Once upon a time Otis Nixon was a terrible baseball player. How do I know? My K-Mart manager and I kept getting his 1988 Topps baseball card out of the vending machine that entertained us at break time. The number still astounds me: .059 was his 1987 batting average. We started following his Expos career. We were on Otis Nixon watch. Finally he was featured on Baseball Tonight. A pitch had bounced several feet in front of the plate. Otis had swung hard for strike three. It bounced so wildly he had a chance to advance to first on a dropped third strike. But then Otis fell flat on his face in the dirt. They kept showing it over and over: “first he can’t hit, then he can’t run.” It was bad. Oh how the Otis had fallen. Flat on his face.
Maybe that’s how Simon Peter felt after the resurrection. Not once but three times he was asked if he followed Jesus. Not once but three times he denied knowing him. It got, shall we say, complicated. It was a long cold night as Simon Peter tried in vain to warm himself around a charcoal fire. Finally the cock crowed as the sun rose and his humiliation was complete. In front of the world. In front of Jesus. He utterly failed. Maybe he was damaged goods. Jesus had risen. But Simon Peter’s life was still on hold. He told his friends: I’m going fishing!

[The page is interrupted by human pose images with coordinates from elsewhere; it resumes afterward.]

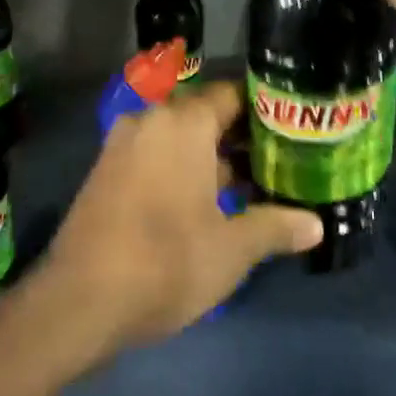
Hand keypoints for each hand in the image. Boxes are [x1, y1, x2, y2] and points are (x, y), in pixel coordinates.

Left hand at [35, 82, 322, 351]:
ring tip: (250, 185)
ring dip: (211, 157)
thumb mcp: (231, 250)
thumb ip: (274, 228)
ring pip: (179, 137)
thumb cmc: (166, 263)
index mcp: (183, 122)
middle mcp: (152, 119)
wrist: (79, 301)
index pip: (232, 94)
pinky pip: (155, 154)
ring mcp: (124, 144)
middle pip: (205, 115)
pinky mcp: (107, 170)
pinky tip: (205, 202)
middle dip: (240, 138)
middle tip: (278, 161)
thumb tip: (316, 224)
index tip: (291, 129)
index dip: (264, 110)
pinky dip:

So they joined him in the water. All. Night. Long. Nothing. They caught zero fish. Nada. The sun was rising once again. Once again it was reminding Simon Peter what an utter failure he was. He can’t even fish anymore. A kind voice from the shore said “try the other side of the boat”. And then something happened…
The Atlanta Braves came calling for Otis Nixon. They saw something nobody else could see. They gave him a shot on a winning team. With a new purpose Otis gave his all. People still remember “the catch”. Andy Van Slyke had hit a monster shot a foot above the wall for a sure home run. But Otis was not having any of that. He jumped high. He planted his cleat on the wall. He jumped far above the wall and snagged that ball out of the night sky. ESPN played it over and over and over, erasing the bad memories. He went on to play in the World Series with the Braves as a career .270 hitter. Not bad.
The weight of Simon Peter’s net nearly pulled him out of the boat. They had snagged the mother lode. Someone said, “It’s the Lord!” Peter ran to shore and Jesus was cooking breakfast around a charcoal fire. (Yeah now that Jesus was a stickler for bringing things full circle.) The risen Jesus cooking you breakfast. Not bad. Has asked Simon to bring some of the fish he had caught. Then he asked something else of Simon. Three times. Do. You. Love. Me? Each time Simon said yes, Jesus gave him a mission: Feed my lambs, tend my sheep, feed my sheep. It hurt. But Jesus was helping Simon face the past and move forward. Fishing wasn’t the thing anymore. People were the thing. Other people. Simon Peter went on to the big leagues of apostleship. He healed some beggers. Preached some pretty awesome sermons. Got it wrong some days. But got it right, too. He laid down his life like his master did. John 18-21, the Book of Acts and 1-2 Peter tell the story in all its glory. John 21:1-19 are featured in the glorious art above. I found it here. Our lives can have a high purpose if we don’t get distracted by failure. Otis Nixon has been battling some demons in recent years. But I’m pulling for him. There is always one who believes in us. Jesus. With Jesus there is always hope and a future. Often there is no happily ever after, even with Jesus. Instead, each day we get the same opportunity. Jesus offers each one of us a simple two word mission: follow me. Let’s keep it simple. Let’s take care of people in Jesus’ name.